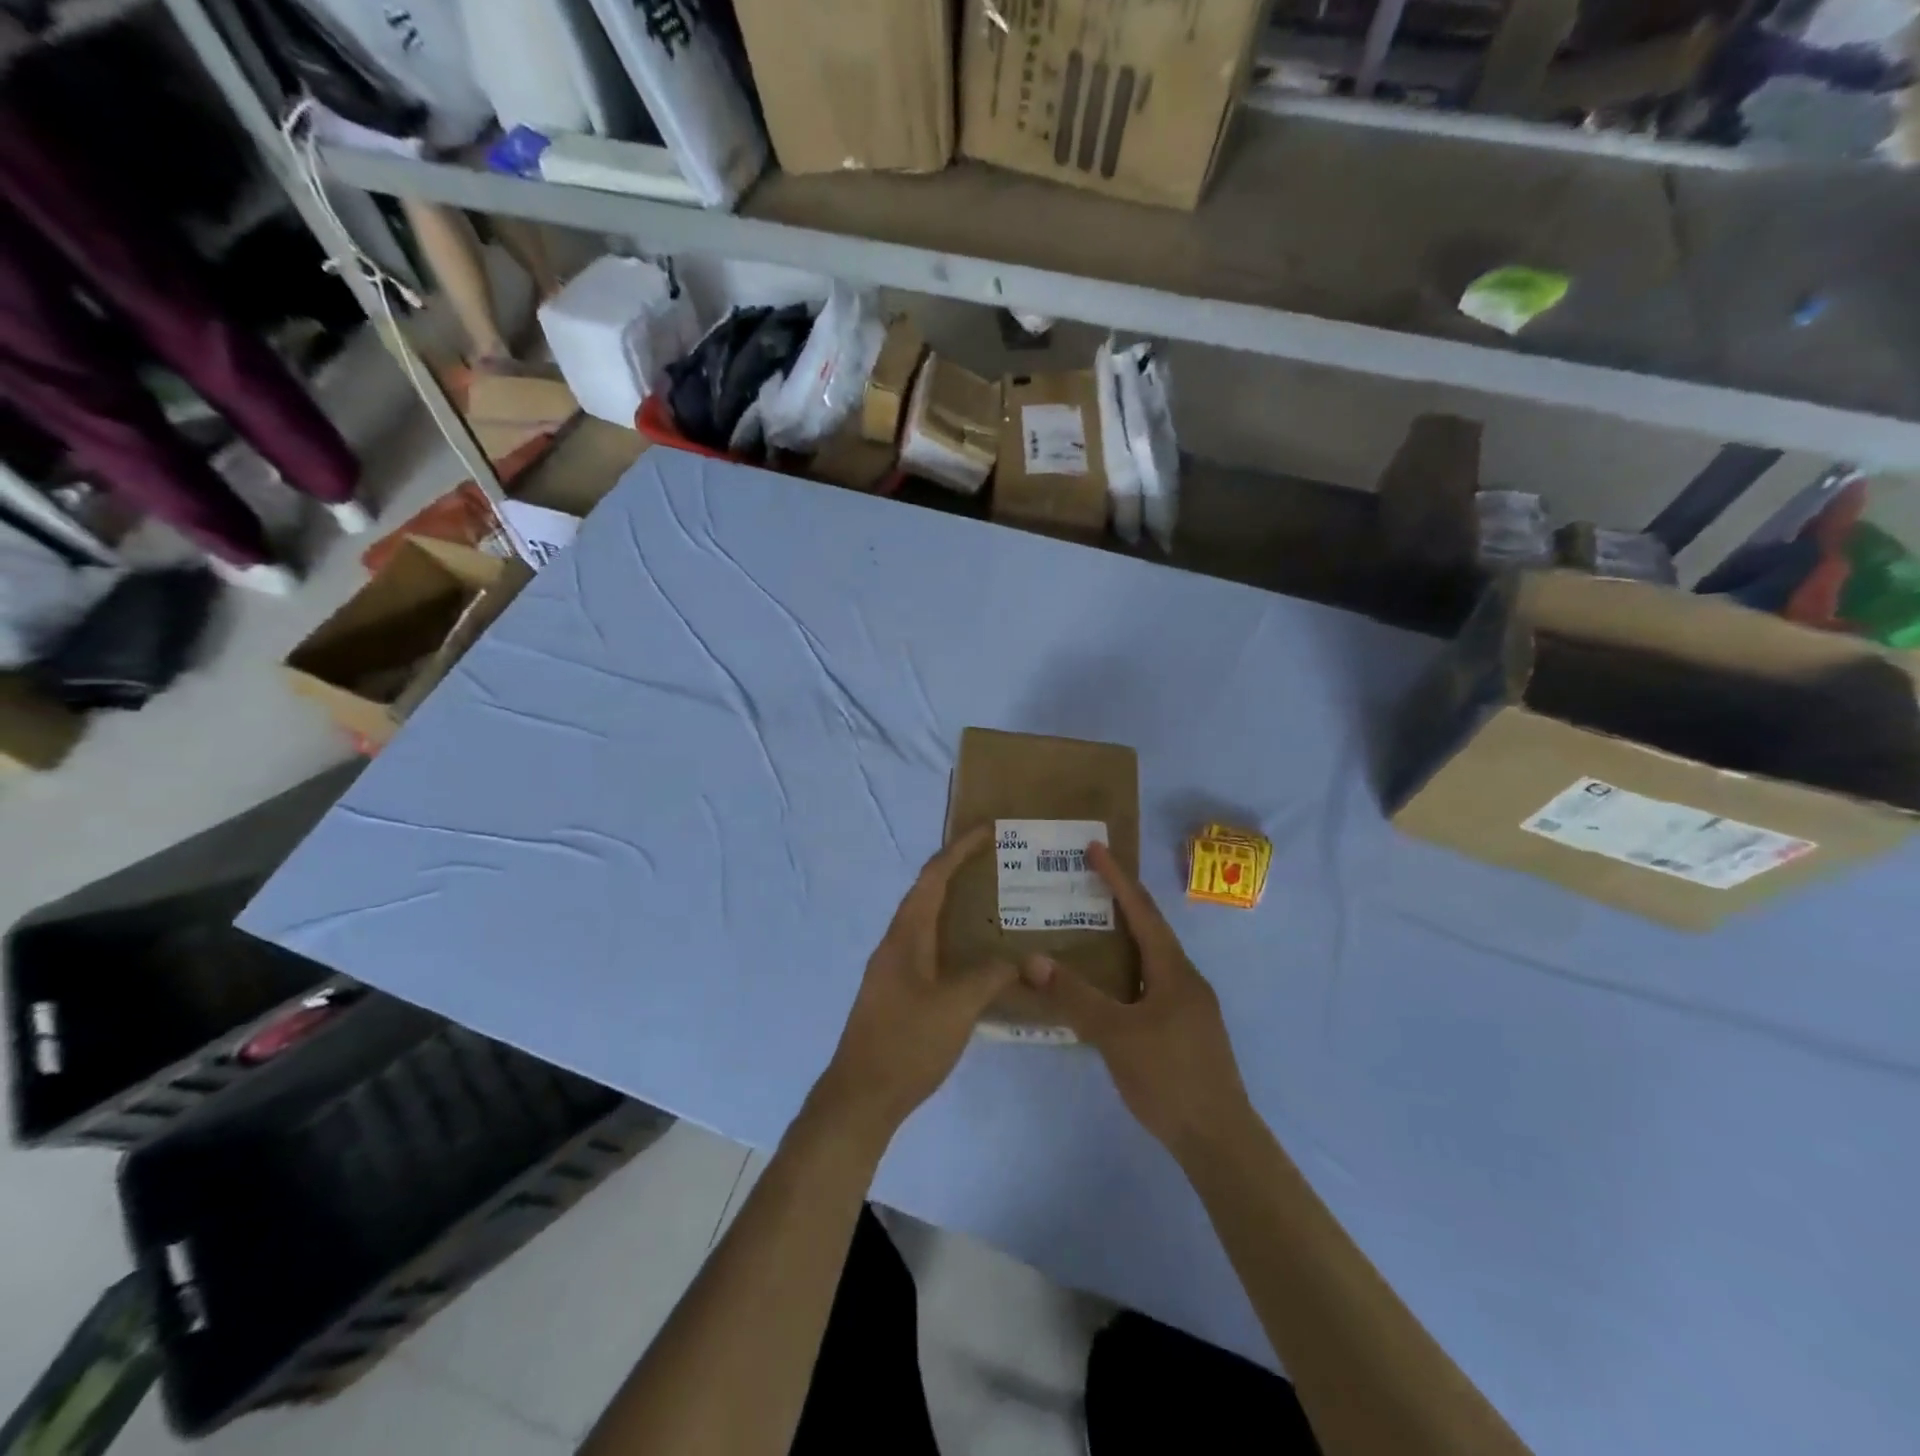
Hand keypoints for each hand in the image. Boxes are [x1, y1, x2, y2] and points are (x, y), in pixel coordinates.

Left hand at [814, 826, 1015, 1140]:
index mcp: (905, 935)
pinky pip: (928, 946)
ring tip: (991, 900)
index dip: (958, 850)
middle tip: (995, 861)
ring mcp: (893, 968)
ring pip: (926, 921)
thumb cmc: (907, 1043)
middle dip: (957, 870)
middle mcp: (895, 943)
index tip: (987, 830)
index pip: (933, 877)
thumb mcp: (957, 1007)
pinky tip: (975, 955)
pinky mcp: (897, 991)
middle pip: (927, 892)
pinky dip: (952, 936)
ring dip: (954, 903)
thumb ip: (990, 977)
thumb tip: (1019, 960)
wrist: (861, 1096)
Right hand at [1023, 842, 1251, 1160]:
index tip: (1096, 847)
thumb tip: (1031, 960)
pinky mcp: (1187, 1030)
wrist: (1219, 1139)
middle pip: (1151, 929)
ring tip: (1093, 928)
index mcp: (1173, 970)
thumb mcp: (1115, 1034)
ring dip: (1125, 938)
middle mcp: (1186, 979)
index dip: (1117, 878)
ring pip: (1152, 959)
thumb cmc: (1169, 1077)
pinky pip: (1153, 983)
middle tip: (1089, 882)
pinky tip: (1110, 988)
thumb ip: (1074, 996)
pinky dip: (1128, 970)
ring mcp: (1190, 1006)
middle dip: (1121, 902)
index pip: (1141, 911)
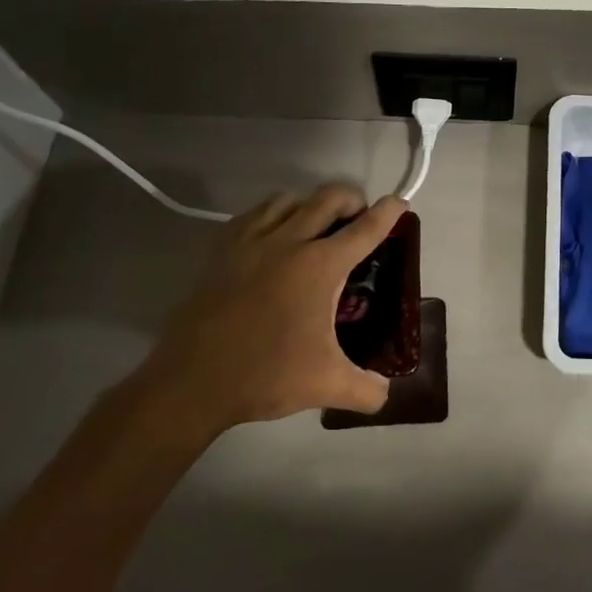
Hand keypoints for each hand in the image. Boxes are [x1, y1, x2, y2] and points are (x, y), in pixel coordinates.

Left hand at [130, 185, 402, 439]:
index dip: (388, 213)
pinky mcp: (221, 250)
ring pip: (288, 199)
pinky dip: (272, 214)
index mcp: (321, 266)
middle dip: (351, 199)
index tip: (399, 202)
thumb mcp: (327, 386)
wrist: (192, 381)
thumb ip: (367, 390)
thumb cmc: (266, 374)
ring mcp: (251, 241)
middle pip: (328, 198)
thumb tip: (386, 393)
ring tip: (315, 225)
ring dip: (309, 204)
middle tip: (358, 217)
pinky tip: (271, 236)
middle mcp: (289, 241)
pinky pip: (253, 214)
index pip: (365, 229)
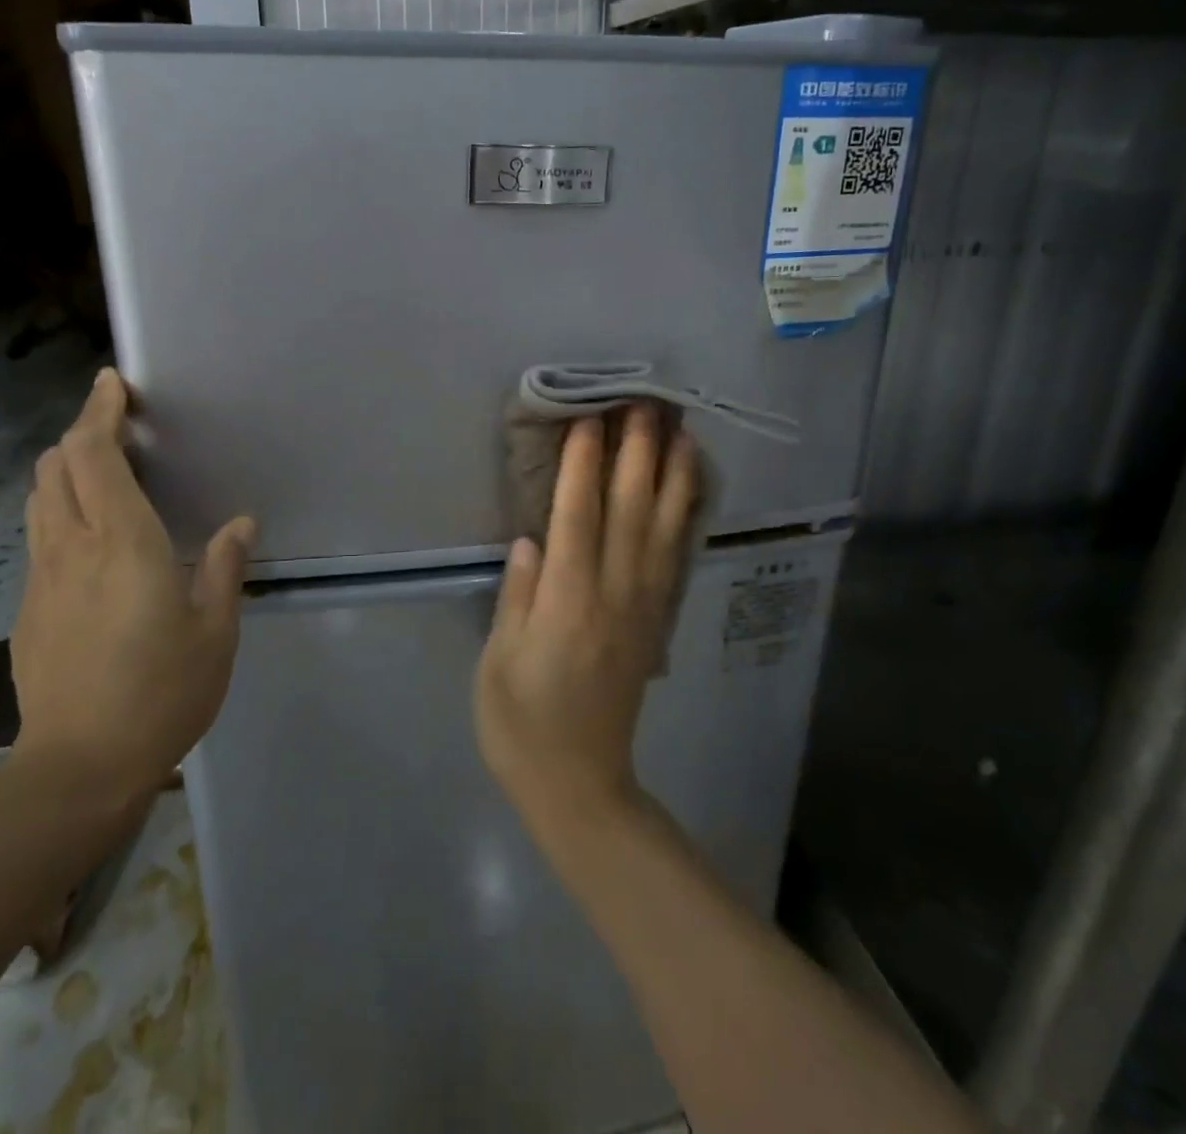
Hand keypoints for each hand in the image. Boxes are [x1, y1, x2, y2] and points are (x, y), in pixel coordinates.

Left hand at [8, 368, 254, 811]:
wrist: (78, 768)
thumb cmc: (162, 693)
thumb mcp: (215, 631)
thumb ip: (225, 568)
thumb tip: (240, 524)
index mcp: (123, 543)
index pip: (94, 455)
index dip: (99, 411)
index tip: (114, 384)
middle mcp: (72, 548)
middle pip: (56, 466)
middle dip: (81, 433)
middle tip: (120, 429)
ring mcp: (41, 579)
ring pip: (39, 499)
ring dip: (66, 470)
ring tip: (104, 472)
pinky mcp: (28, 609)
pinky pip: (41, 538)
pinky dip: (61, 512)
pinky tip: (92, 540)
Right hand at [475, 406, 697, 836]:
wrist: (580, 784)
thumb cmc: (521, 724)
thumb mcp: (499, 662)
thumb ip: (518, 596)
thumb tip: (534, 539)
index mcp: (566, 603)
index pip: (578, 517)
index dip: (585, 463)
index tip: (591, 416)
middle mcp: (613, 595)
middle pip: (629, 510)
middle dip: (637, 452)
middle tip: (645, 401)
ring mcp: (643, 608)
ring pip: (662, 528)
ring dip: (671, 474)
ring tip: (679, 429)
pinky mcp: (657, 622)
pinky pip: (674, 558)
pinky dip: (682, 517)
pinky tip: (686, 490)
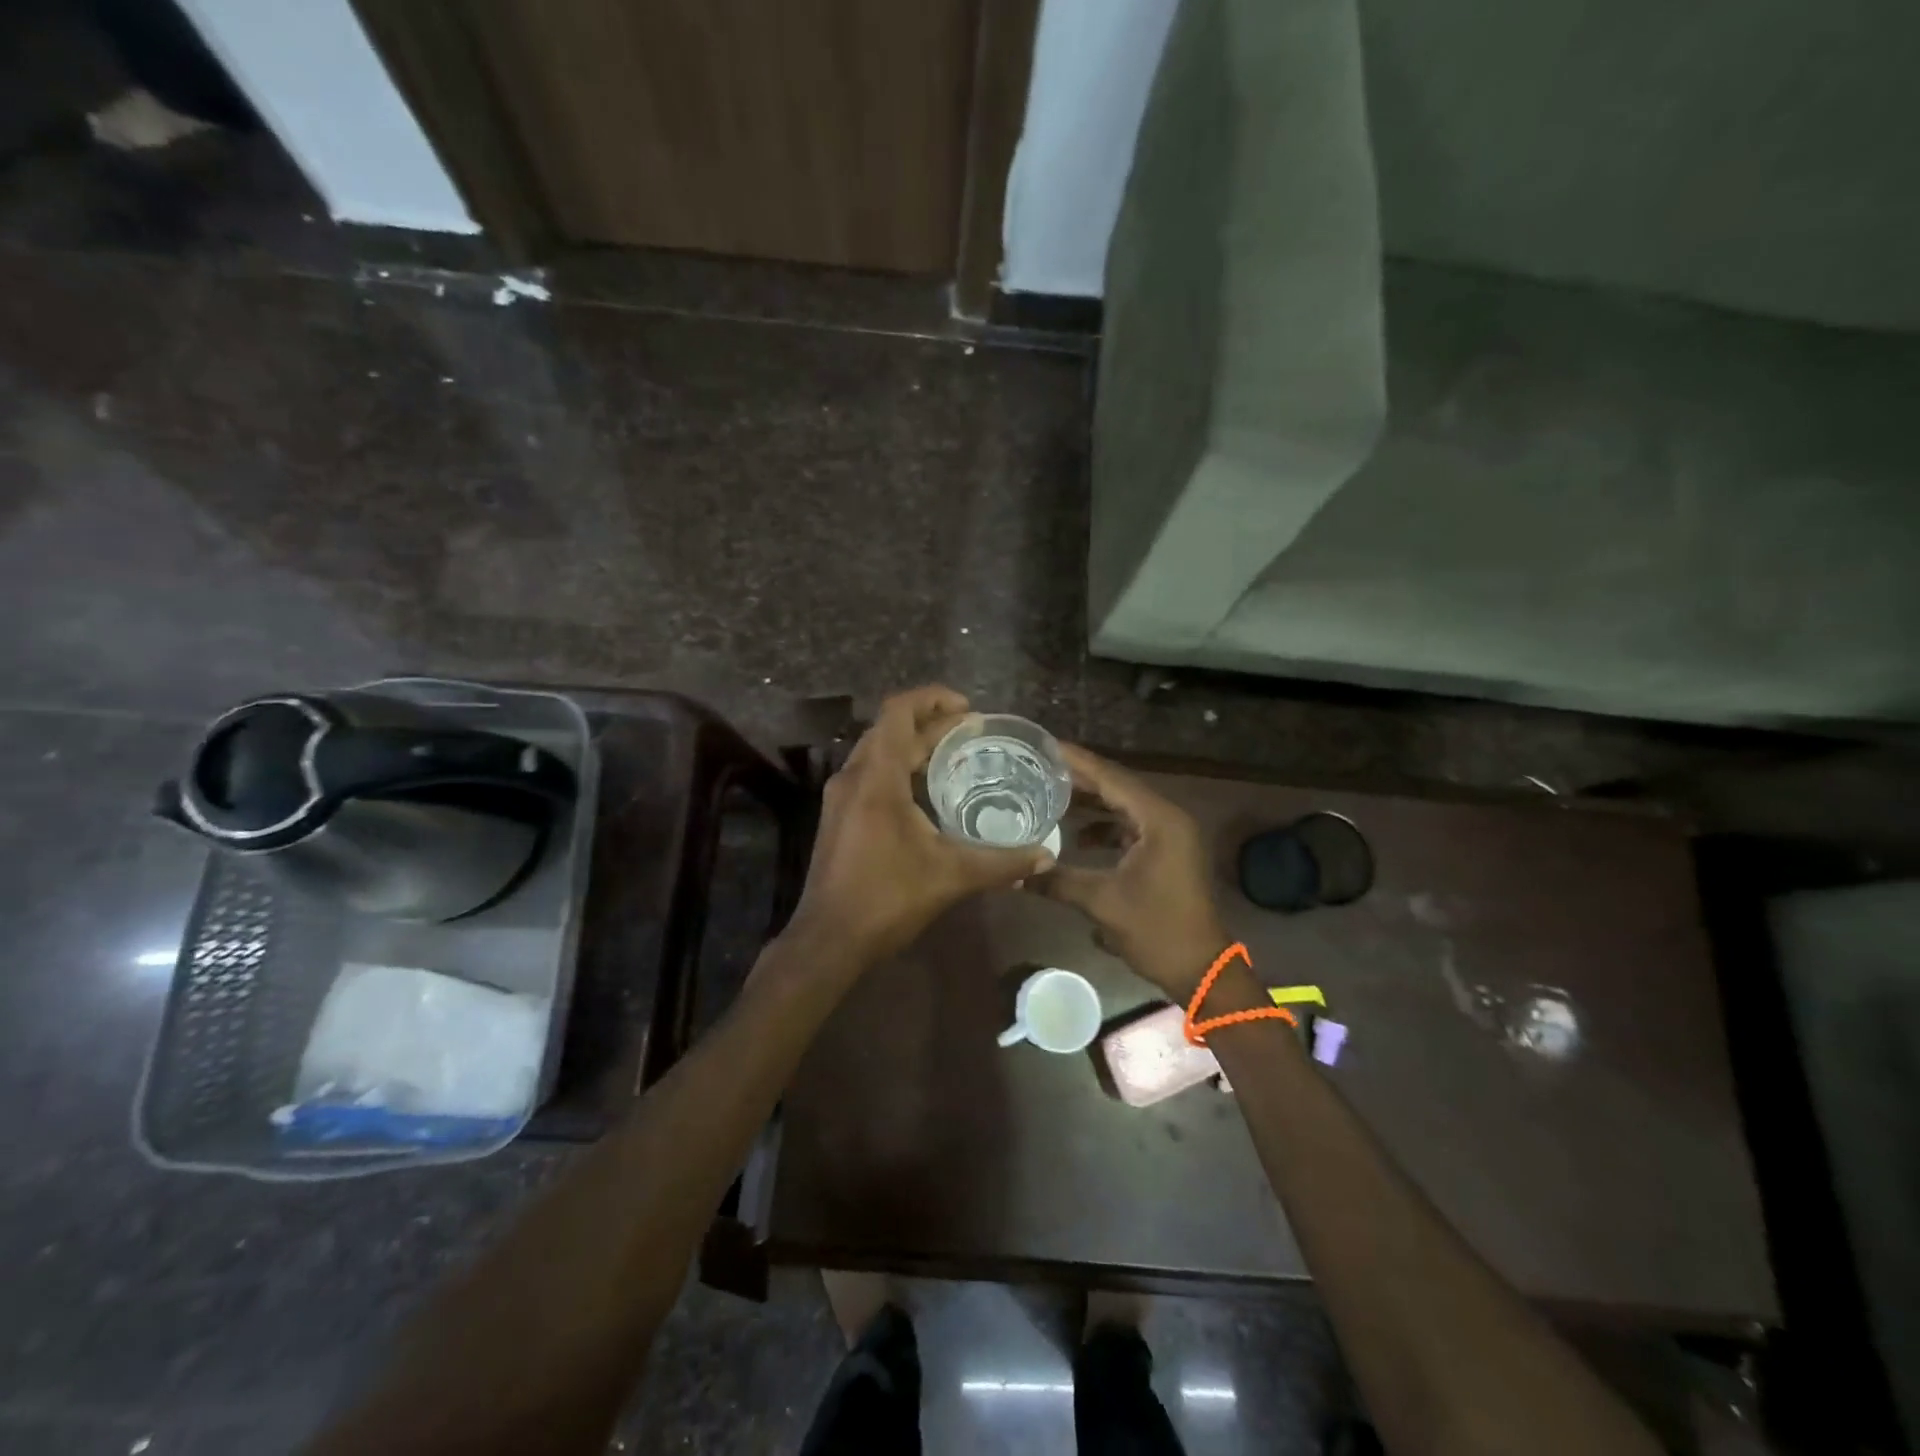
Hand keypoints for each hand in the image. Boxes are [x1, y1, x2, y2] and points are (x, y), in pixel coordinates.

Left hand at [785, 686, 1054, 966]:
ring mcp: (841, 797)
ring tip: (953, 754)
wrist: (828, 941)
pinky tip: (926, 792)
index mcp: (877, 778)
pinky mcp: (839, 817)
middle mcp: (853, 777)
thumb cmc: (887, 899)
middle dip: (931, 722)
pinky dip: (899, 768)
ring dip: (913, 745)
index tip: (968, 708)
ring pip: (878, 751)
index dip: (933, 698)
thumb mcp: (950, 877)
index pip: (898, 712)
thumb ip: (1001, 863)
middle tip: (973, 732)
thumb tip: (1046, 857)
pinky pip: (871, 774)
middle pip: (890, 729)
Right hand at [1033, 745, 1229, 998]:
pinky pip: (1130, 826)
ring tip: (1050, 794)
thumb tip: (1014, 874)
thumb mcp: (1102, 903)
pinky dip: (1105, 826)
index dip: (1077, 762)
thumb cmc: (1157, 930)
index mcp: (1159, 819)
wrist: (1200, 970)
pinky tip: (1077, 835)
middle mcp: (1167, 818)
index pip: (1111, 778)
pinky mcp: (1167, 852)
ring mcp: (1170, 835)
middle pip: (1118, 787)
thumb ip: (1058, 881)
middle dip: (1080, 778)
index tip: (1045, 746)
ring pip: (1124, 806)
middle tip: (1039, 766)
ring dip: (1091, 802)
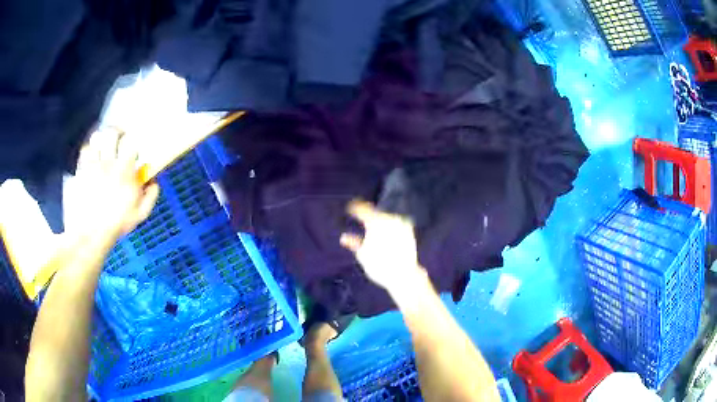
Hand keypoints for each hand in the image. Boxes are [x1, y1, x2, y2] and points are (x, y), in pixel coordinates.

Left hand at [65, 128, 158, 242]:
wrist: (91, 234)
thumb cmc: (117, 224)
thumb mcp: (140, 215)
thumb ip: (150, 196)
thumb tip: (154, 181)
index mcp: (124, 171)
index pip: (130, 144)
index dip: (132, 144)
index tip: (132, 151)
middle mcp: (108, 162)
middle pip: (111, 133)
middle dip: (115, 132)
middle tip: (117, 137)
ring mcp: (92, 165)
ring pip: (95, 139)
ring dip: (99, 140)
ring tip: (101, 145)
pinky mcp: (81, 171)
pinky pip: (83, 152)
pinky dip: (87, 151)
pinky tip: (89, 156)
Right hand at [340, 200, 423, 292]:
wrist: (404, 275)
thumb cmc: (379, 266)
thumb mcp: (363, 256)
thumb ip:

====================

Exercise goal: Starting at the line with "middle tip: (1039, 766)" and finishing at the line with "index pip: (130, 144)", copy the material above exactly, both lines included. Nothing else goes in, and no pictures.

Solution to the exercise:
middle tip: (1039, 766)
ring dip: (1091, 802)
Hand keypoints for each hand in the image. Boxes are [x1, y1, x2, y2] and points are (x, y), in pixel coordinates.

Left hand at [65, 128, 158, 242]:
wrist: (91, 234)
thumb cmc: (117, 224)
thumb mcp: (140, 215)
thumb ip: (150, 196)
thumb tip: (154, 181)
index mcp: (124, 171)
index pip: (130, 144)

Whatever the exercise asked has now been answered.